By Sharon Salyer Herald Writer
With just 15 days until Halloween, Simona Michaels of Mukilteo figured she had picked the perfect day to go shopping Friday: sunny skies, and eager, but relatively small groups of shoppers making for easy picking in the farm fields brimming with pumpkins.
Michaels and her daughter, Renee, 16, and son, Jeremy, 8, had travelled to Biringer Farm near Everett, loading pumpkins into a wheelbarrow to decorate their home.
“We want different shapes, colors and varieties,” their mom said.
The family had considered making their pumpkin picking trip Saturday, she said, but “I can’t count on this weather tomorrow.”
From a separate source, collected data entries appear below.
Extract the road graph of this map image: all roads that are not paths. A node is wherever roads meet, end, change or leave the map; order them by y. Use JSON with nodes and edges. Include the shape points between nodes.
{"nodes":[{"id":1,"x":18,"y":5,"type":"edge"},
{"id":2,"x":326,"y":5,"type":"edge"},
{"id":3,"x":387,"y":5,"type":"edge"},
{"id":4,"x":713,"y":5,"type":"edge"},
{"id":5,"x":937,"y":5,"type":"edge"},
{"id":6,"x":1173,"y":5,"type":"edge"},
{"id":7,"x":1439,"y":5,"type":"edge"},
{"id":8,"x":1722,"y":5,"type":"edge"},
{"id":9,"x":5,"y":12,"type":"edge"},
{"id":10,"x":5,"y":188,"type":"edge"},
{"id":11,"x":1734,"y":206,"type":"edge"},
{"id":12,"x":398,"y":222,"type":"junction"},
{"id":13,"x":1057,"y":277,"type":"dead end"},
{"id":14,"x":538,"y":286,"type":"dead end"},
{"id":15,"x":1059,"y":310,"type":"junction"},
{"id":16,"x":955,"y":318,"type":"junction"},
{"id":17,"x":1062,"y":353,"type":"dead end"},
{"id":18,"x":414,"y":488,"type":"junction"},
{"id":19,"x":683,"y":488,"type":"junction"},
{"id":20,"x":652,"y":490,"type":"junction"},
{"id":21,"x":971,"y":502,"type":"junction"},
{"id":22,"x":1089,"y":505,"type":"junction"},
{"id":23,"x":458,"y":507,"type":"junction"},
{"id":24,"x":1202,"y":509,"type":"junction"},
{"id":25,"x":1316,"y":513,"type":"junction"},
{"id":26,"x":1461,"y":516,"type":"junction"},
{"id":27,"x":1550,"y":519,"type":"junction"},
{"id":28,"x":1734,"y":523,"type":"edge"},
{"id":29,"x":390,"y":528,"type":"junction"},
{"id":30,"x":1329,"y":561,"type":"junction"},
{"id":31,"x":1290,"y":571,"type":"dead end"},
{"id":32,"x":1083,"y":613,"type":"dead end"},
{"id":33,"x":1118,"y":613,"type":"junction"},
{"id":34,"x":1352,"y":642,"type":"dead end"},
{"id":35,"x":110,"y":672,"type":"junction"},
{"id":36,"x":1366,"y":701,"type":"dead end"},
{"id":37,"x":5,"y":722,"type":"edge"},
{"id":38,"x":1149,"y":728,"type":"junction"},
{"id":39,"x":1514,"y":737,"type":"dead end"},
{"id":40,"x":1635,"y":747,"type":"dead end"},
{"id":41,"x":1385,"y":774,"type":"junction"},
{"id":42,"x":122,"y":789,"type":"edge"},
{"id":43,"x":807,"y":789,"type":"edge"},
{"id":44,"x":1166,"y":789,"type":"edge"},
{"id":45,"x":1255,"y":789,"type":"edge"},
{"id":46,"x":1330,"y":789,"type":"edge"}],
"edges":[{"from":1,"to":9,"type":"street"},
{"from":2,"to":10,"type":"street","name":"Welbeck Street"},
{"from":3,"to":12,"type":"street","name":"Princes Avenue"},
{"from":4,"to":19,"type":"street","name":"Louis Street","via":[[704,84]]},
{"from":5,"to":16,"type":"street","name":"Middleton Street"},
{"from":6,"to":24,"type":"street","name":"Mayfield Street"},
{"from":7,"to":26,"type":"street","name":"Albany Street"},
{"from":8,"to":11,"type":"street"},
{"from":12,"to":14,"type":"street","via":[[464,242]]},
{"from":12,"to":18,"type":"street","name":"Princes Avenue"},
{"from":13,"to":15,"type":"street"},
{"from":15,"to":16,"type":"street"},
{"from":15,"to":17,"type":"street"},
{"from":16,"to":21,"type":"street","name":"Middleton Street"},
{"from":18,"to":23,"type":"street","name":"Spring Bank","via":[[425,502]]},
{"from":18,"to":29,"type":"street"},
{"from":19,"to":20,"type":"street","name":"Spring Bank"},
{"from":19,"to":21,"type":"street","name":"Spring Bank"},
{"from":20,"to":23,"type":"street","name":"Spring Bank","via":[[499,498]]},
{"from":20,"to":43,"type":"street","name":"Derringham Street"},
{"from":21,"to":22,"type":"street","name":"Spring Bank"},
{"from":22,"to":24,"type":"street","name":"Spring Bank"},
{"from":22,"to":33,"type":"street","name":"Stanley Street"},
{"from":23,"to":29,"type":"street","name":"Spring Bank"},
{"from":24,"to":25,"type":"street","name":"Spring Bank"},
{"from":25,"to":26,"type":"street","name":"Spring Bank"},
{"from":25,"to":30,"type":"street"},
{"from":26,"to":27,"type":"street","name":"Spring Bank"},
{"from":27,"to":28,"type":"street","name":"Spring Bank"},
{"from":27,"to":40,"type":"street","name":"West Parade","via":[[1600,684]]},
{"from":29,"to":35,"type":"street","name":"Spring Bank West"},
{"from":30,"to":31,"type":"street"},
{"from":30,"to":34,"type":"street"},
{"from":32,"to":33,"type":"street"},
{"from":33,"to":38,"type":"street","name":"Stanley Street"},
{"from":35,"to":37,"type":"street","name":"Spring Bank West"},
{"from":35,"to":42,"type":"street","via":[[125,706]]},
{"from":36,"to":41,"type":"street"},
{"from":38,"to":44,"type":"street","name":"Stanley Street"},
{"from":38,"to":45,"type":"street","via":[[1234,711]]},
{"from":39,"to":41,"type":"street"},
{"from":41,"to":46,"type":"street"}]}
The farm can get up to 10,000 visitors in the weeks before Halloween, Dianna Biringer said.
Her family’s farm is just one of 16 area farms and pumpkin patches open to the public.
Since opening Oct. 1, this year’s visitors have come from Seattle, Kent, Bellevue, Tacoma, Bellingham and Olympia, she said.
In addition to two pumpkin fields, the farm has three corn mazes to entertain families, along with goats and slides.
“People are pretty hearty in October,” she said. “They come dressed for the weather.”
The corn in the mazes isn’t quite so tall this year because of steady rains until June, which caused farmers to replant the corn, she said.
Rebecca Palmer and her 1-year-old son, Ronin, from Ventura, Calif., had come to visit her brother, Robert Dearen of Everett, when they decided a pumpkin-buying trip was in order.
Ronin’s eyes widened in wonder as his mom gently sat him in a wheelbarrow and surrounded him with some of their choices. “Wow!” he said, as he patted one of the largest ones.
“Thank God they don’t charge by weight,” his mom said.
Courtney Hart, her husband, Don Hart, and their two daughters, 11-month-old Ripley and 3-year-old Chloe, drove up from Seattle to enjoy the fall day.
In addition to picking out some pumpkins, Chloe and her dad walked through a hay maze as mom and younger sister looked on.
“We moved from San Francisco in February,” Courtney Hart said. It was the first “pick your own” pumpkin field the family had been to.
Athena Wright’s two sons, Keninceo Wright, 5, and Augusta Wilrich, 4, could hardly believe the orange bounty surrounding them as they scampered through the fields, trying to find just the right ones to take home.
It was Augusta’s first trip to a pumpkin field, said Wright, who lives in Lynnwood.
“He didn’t’ know what to think,” she said. “Do I pick this one, or this one?”
“I look forward to it every year,” Wright said. “The whole experience makes it even more worthwhile.”